Exercise requirements. The response should consist of every record, reproduced exactly.

:: Material supplied ::

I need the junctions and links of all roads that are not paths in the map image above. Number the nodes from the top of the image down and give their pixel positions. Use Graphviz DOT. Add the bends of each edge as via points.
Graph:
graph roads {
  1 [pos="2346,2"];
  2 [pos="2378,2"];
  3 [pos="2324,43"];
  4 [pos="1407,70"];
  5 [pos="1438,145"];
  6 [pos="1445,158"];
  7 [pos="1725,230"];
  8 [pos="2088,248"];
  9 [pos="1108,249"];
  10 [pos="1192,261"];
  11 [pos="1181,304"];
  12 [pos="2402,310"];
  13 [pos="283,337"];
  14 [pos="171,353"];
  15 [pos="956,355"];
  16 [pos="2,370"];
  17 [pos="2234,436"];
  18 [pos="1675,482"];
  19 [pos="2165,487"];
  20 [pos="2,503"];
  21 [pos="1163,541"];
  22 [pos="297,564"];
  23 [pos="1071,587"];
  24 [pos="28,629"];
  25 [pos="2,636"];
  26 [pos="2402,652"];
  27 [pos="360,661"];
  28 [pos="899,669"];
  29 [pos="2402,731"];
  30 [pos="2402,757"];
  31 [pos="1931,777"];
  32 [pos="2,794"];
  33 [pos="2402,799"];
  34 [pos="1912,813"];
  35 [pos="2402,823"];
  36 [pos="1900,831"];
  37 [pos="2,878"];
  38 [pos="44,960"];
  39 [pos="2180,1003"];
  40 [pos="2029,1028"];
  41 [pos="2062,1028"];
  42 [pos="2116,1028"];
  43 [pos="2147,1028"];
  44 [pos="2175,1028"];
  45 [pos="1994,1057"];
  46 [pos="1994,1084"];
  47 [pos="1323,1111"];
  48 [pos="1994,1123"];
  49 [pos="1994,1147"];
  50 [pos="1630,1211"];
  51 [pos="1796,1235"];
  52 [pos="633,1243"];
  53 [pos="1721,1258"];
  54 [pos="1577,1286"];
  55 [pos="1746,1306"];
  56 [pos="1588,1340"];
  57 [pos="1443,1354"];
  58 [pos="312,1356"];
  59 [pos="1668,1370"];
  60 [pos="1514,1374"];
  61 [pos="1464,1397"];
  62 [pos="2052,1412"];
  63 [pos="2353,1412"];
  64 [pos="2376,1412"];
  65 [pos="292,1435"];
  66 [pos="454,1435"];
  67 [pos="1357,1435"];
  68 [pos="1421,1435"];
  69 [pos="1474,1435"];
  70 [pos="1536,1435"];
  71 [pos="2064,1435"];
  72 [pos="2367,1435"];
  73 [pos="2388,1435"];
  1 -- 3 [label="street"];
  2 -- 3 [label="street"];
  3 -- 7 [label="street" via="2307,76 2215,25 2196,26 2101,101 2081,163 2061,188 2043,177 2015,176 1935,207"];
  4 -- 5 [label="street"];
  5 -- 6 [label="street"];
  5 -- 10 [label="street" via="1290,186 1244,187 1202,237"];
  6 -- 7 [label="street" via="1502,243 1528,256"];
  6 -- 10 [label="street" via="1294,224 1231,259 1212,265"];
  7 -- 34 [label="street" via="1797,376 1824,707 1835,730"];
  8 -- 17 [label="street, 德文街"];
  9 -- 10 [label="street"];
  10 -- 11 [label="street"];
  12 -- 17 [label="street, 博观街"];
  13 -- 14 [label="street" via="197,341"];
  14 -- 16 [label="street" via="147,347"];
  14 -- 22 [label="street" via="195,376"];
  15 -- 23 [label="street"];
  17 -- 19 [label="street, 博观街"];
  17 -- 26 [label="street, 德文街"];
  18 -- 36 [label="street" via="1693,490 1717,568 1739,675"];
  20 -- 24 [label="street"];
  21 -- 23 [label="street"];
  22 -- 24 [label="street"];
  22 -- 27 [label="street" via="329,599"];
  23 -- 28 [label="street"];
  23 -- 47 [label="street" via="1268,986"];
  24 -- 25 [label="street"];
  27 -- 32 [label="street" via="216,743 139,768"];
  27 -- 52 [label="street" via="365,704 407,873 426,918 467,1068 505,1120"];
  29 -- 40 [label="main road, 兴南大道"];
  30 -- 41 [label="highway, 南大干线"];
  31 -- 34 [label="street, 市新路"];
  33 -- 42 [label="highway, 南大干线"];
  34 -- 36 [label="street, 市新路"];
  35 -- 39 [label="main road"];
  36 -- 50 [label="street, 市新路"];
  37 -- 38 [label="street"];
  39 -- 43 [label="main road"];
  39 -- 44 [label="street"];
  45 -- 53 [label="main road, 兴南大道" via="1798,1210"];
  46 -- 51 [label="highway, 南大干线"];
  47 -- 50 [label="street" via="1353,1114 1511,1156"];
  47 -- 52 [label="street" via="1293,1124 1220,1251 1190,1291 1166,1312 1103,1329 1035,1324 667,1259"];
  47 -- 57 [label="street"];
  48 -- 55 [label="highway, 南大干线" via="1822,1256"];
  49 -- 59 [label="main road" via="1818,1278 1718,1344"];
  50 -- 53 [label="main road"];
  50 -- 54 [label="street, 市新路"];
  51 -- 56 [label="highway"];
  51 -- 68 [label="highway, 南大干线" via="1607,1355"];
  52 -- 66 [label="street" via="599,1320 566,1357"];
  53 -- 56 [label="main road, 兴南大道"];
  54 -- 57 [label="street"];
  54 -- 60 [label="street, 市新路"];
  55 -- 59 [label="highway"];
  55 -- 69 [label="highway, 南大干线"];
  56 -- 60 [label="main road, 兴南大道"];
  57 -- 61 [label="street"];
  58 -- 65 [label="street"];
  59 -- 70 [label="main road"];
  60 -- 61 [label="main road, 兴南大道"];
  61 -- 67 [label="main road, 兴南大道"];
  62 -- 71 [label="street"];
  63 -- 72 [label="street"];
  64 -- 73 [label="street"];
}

:::

Expected answer.
I need the junctions and links of all roads that are not paths in the map image above. Number the nodes from the top of the image down and give their pixel positions. Use Graphviz DOT. Add the bends of each edge as via points.
Graph:
graph roads {
  1 [pos="2346,2"];
  2 [pos="2378,2"];
  3 [pos="2324,43"];
  4 [pos="1407,70"];
  5 [pos="1438,145"];
  6 [pos="1445,158"];
  7 [pos="1725,230"];
  8 [pos="2088,248"];
  9 [pos="1108,249"];
  10 [pos="1192,261"];
  11 [pos="1181,304"];
  12 [pos="2402,310"];
  13 [pos="283,337"];
  14 [pos="171,353"];
  15 [pos="956,355"];
  16 [pos="2,370"];
  17 [pos="2234,436"];
  18 [pos="1675,482"];
  19 [pos="2165,487"];
  20 [pos="2,503"];
  21 [pos="1163,541"];
  22 [pos="297,564"];
  23 [pos="1071,587"];
  24 [pos="28,629"];
  25 [pos="2,636"];
  26 [pos="2402,652"];
  27 [pos="360,661"];
  28 [pos="899,669"];
  29 [pos="2402,731"];
  30 [pos="2402,757"];
  31 [pos="1931,777"];
  32 [pos="2,794"];
  33 [pos="2402,799"];
  34 [pos="1912,813"];
  35 [pos="2402,823"];
  36 [pos="1900,831"];
  37 [pos="2,878"];
  38 [pos="44,960"];
  39 [pos="2180,1003"];
  40 [pos="2029,1028"];
  41 [pos="2062,1028"];
  42 [pos="2116,1028"];
  43 [pos="2147,1028"];
  44 [pos="2175,1028"];
  45 [pos="1994,1057"];
  46 [pos="1994,1084"];
  47 [pos="1323,1111"];
  48 [pos="1994,1123"];
  49 [pos="1994,1147"];
  50 [pos="1630,1211"];
  51 [pos="1796,1235"];
  52 [pos="633,1243"];
  53 [pos="1721,1258"];
  54 [pos="1577,1286"];
  55 [pos="1746,1306"];
  56 [pos="1588,1340"];
  57 [pos="1443,1354"];
  58 [pos="312,1356"];
  59 [pos="1668,1370"];
  60 [pos="1514,1374"];
  61 [pos="1464,1397"];
  62 [pos="2052,1412"];
  63 [pos="2353,1412"];
  64 [pos="2376,1412"];
  65 [pos="292,1435"];
  66 [pos="454,1435"];
  67 [pos="1357,1435"];
  68 [pos="1421,1435"];
  69 [pos="1474,1435"];
  70 [pos="1536,1435"];
  71 [pos="2064,1435"];
  72 [pos="2367,1435"];
  73 [pos="2388,1435"];
  1 -- 3 [label="street"];
  2 -- 3 [label="street"];
  3 -- 7 [label="street" via="2307,76 2215,25 2196,26 2101,101 2081,163 2061,188 2043,177 2015,176 1935,207"];
  4 -- 5 [label="street"];
  5 -- 6 [label="street"];
  5 -- 10 [label="street" via="1290,186 1244,187 1202,237"];
  6 -- 7 [label="street" via="1502,243 1528,256"];
  6 -- 10 [label="street" via="1294,224 1231,259 1212,265"];
  7 -- 34 [label="street" via="1797,376 1824,707 1835,730"];
  8 -- 17 [label="street, 德文街"];
  9 -- 10 [label="street"];
  10 -- 11 [label="street"];
  12 -- 17 [label="street, 博观街"];
  13 -- 14 [label="street" via="197,341"];
  14 -- 16 [label="street" via="147,347"];
  14 -- 22 [label="street" via="195,376"];
  15 -- 23 [label="street"];
  17 -- 19 [label="street, 博观街"];
  17 -- 26 [label="street, 德文街"];
  18 -- 36 [label="street" via="1693,490 1717,568 1739,675"];
  20 -- 24 [label="street"];
  21 -- 23 [label="street"];
  22 -- 24 [label="street"];
  22 -- 27 [label="street" via="329,599"];
  23 -- 28 [label="street"];
  23 -- 47 [label="street" via="1268,986"];
  24 -- 25 [label="street"];
  27 -- 32 [label="street" via="216,743 139,768"];
  27 -- 52 [label="street" via="365,704 407,873 426,918 467,1068 505,1120"];
  29 -- 40 [label="main road, 兴南大道"];
  30 -- 41 [label="highway, 南大干线"];
  31 -- 34 [label="street, 市新路"];
  33 -- 42 [label="highway, 南大干线"];
  34 -- 36 [label="street, 市新路"];
  35 -- 39 [label="main road"];
  36 -- 50 [label="street, 市新路"];
  37 -- 38 [label="street"];
  39 -- 43 [label="main road"];
  39 -- 44 [label="street"];
  45 -- 53 [label="main road, 兴南大道" via="1798,1210"];
  46 -- 51 [label="highway, 南大干线"];
  47 -- 50 [label="street" via="1353,1114 1511,1156"];
  47 -- 52 [label="street" via="1293,1124 1220,1251 1190,1291 1166,1312 1103,1329 1035,1324 667,1259"];
  47 -- 57 [label="street"];
  48 -- 55 [label="highway, 南大干线" via="1822,1256"];
  49 -- 59 [label="main road" via="1818,1278 1718,1344"];
  50 -- 53 [label="main road"];
  50 -- 54 [label="street, 市新路"];
  51 -- 56 [label="highway"];
  51 -- 68 [label="highway, 南大干线" via="1607,1355"];
  52 -- 66 [label="street" via="599,1320 566,1357"];
  53 -- 56 [label="main road, 兴南大道"];
  54 -- 57 [label="street"];
  54 -- 60 [label="street, 市新路"];
  55 -- 59 [label="highway"];
  55 -- 69 [label="highway, 南大干线"];
  56 -- 60 [label="main road, 兴南大道"];
  57 -- 61 [label="street"];
  58 -- 65 [label="street"];
  59 -- 70 [label="main road"];
  60 -- 61 [label="main road, 兴南大道"];
  61 -- 67 [label="main road, 兴南大道"];
  62 -- 71 [label="street"];
  63 -- 72 [label="street"];
  64 -- 73 [label="street"];
}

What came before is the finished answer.